- **What to work on**:
Transcribe the entire listing exactly as it appears.

- **Supplied data**:
==============================

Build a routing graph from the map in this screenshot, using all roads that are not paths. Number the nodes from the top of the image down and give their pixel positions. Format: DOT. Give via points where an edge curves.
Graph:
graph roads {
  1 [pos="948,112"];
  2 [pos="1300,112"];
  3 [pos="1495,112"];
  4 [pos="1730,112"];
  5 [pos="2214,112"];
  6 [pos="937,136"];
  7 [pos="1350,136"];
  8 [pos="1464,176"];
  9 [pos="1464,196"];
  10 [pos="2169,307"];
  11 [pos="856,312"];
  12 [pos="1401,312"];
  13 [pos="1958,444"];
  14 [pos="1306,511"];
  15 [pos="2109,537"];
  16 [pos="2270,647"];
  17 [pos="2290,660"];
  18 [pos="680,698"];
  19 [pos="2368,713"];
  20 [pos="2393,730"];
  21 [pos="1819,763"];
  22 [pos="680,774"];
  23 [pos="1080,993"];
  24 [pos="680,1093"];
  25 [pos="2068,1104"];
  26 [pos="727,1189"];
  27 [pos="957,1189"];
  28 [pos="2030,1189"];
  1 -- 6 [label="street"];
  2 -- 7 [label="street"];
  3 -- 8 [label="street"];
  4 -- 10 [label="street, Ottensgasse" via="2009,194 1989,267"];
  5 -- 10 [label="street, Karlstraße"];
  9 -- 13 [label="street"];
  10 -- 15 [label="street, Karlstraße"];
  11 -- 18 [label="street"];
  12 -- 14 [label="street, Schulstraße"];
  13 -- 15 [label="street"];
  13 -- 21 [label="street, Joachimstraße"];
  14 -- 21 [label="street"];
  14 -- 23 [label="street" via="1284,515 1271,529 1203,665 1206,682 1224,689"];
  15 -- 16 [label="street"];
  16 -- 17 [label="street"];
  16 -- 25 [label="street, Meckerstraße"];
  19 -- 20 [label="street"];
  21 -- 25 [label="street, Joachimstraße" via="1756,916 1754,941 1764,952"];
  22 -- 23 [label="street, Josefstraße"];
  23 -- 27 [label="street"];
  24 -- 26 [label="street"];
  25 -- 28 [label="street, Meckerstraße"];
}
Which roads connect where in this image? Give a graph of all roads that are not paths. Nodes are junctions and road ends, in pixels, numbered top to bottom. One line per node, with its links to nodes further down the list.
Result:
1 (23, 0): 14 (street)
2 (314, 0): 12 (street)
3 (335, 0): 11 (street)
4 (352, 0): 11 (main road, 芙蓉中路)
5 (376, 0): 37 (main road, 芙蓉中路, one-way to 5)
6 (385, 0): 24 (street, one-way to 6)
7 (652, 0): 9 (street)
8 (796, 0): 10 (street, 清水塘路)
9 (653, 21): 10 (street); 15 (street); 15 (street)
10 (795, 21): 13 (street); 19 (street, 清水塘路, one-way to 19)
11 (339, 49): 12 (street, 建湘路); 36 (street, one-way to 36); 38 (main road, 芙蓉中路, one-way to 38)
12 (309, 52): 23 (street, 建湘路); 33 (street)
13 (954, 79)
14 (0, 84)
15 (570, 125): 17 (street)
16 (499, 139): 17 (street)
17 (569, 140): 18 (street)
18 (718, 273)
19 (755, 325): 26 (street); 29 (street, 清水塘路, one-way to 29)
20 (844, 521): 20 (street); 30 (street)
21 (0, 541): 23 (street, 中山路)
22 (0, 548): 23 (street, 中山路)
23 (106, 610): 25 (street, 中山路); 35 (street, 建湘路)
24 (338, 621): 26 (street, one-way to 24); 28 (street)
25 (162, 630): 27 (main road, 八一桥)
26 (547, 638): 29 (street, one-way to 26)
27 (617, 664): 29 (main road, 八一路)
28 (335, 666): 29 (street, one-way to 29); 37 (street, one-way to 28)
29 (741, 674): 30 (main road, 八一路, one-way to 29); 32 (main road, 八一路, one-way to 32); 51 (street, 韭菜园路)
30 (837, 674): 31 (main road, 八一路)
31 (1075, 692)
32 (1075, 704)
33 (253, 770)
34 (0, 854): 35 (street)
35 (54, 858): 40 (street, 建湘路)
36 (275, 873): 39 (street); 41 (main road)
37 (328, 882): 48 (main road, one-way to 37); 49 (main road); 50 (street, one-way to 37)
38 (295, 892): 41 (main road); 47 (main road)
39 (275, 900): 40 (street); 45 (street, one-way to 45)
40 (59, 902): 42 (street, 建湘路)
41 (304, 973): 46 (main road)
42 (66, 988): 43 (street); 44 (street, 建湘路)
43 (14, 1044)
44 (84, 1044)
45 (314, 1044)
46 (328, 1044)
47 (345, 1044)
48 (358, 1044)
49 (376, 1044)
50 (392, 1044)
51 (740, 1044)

==============================

- **Exercise result**:
Build a routing graph from the map in this screenshot, using all roads that are not paths. Number the nodes from the top of the image down and give their pixel positions. Format: DOT. Give via points where an edge curves.
Graph:
graph roads {
  1 [pos="948,112"];
  2 [pos="1300,112"];
  3 [pos="1495,112"];
  4 [pos="1730,112"];
  5 [pos="2214,112"];
  6 [pos="937,136"];
  7 [pos="1350,136"];
  8 [pos="1464,176"];
  9 [pos="1464,196"];
  10 [pos="2169,307"];
  11 [pos="856,312"];
  12 [pos="1401,312"];
  13 [pos="1958,444"];
  14 [pos="1306,511"];
  15 [pos="2109,537"];
  16 [pos="2270,647"];
  17 [pos="2290,660"];
  18 [pos="680,698"];
  19 [pos="2368,713"];
  20 [pos="2393,730"];
  21 [pos="1819,763"];
  22 [pos="680,774"];
  23 [pos="1080,993"];
  24 [pos="680,1093"];
  25 [pos="2068,1104"];
  26 [pos="727,1189"];
  27 [pos="957,1189"];
  28 [pos="2030,1189"];
  1 -- 6 [label="street"];
  2 -- 7 [label="street"];
  3 -- 8 [label="street"];
  4 -- 10 [label="street, Ottensgasse" via="2009,194 1989,267"];
  5 -- 10 [label="street, Karlstraße"];
  9 -- 13 [label="street"];
  10 -- 15 [label="street, Karlstraße"];
  11 -- 18 [label="street"];
  12 -- 14 [label="street, Schulstraße"];
  13 -- 15 [label="street"];
  13 -- 21 [label="street, Joachimstraße"];
  14 -- 21 [label="street"];
  14 -- 23 [label="street" via="1284,515 1271,529 1203,665 1206,682 1224,689"];
  15 -- 16 [label="street"];
  16 -- 17 [label="street"];
  16 -- 25 [label="street, Meckerstraße"];
  19 -- 20 [label="street"];
  21 -- 25 [label="street, Joachimstraße" via="1756,916 1754,941 1764,952"];
  22 -- 23 [label="street, Josefstraße"];
  23 -- 27 [label="street"];
  24 -- 26 [label="street"];
  25 -- 28 [label="street, Meckerstraße"];
}
Which roads connect where in this image? Give a graph of all roads that are not paths. Nodes are junctions and road ends, in pixels, numbered top to bottom. One line per node, with its links to nodes further down the list.
Result:
1 (23, 0): 14 (street)
2 (314, 0): 12 (street)
3 (335, 0): 11 (street)
4 (352, 0): 11 (main road, 芙蓉中路)
5 (376, 0): 37 (main road, 芙蓉中路, one-way to 5)
6 (385, 0): 24 (street, one-way to 6)
7 (652, 0): 9 (street)
8 (796, 0): 10 (street, 清水塘路)
9 (653, 21): 10 (street); 15 (street); 15 (street)
10 (795, 21): 13 (street); 19 (street, 清水塘路, one-way to 19)
11 (339, 49): 12 (street, 建湘路); 36 (street, one-way to 36); 38 (main road, 芙蓉中路, one-way to 38)
12 (309, 52): 23 (street, 建湘路); 33 (street)
13 (954, 79)
14 (0, 84)
15 (570, 125): 17 (street)
16 (499, 139): 17 (street)
17 (569, 140): 18 (street)
18 (718, 273)
19 (755, 325): 26 (street); 29 (street, 清水塘路, one-way to 29)
20 (844, 521): 20 (street); 30 (street)
21 (0, 541): 23 (street, 中山路)
22 (0, 548): 23 (street, 中山路)
23 (106, 610): 25 (street, 中山路); 35 (street, 建湘路)
24 (338, 621): 26 (street, one-way to 24); 28 (street)
25 (162, 630): 27 (main road, 八一桥)
26 (547, 638): 29 (street, one-way to 26)
27 (617, 664): 29 (main road, 八一路)
28 (335, 666): 29 (street, one-way to 29); 37 (street, one-way to 28)
29 (741, 674): 30 (main road, 八一路, one-way to 29); 32 (main road, 八一路, one-way to 32); 51 (street, 韭菜园路)
30 (837, 674): 31 (main road, 八一路)
31 (1075, 692)
32 (1075, 704)
33 (253, 770)
34 (0, 854): 35 (street)
35 (54, 858): 40 (street, 建湘路)
36 (275, 873): 39 (street); 41 (main road)
37 (328, 882): 48 (main road, one-way to 37); 49 (main road); 50 (street, one-way to 37)
38 (295, 892): 41 (main road); 47 (main road)
39 (275, 900): 40 (street); 45 (street, one-way to 45)
40 (59, 902): 42 (street, 建湘路)
41 (304, 973): 46 (main road)
42 (66, 988): 43 (street); 44 (street, 建湘路)
43 (14, 1044)
44 (84, 1044)
45 (314, 1044)
46 (328, 1044)
47 (345, 1044)
48 (358, 1044)
49 (376, 1044)
50 (392, 1044)
51 (740, 1044)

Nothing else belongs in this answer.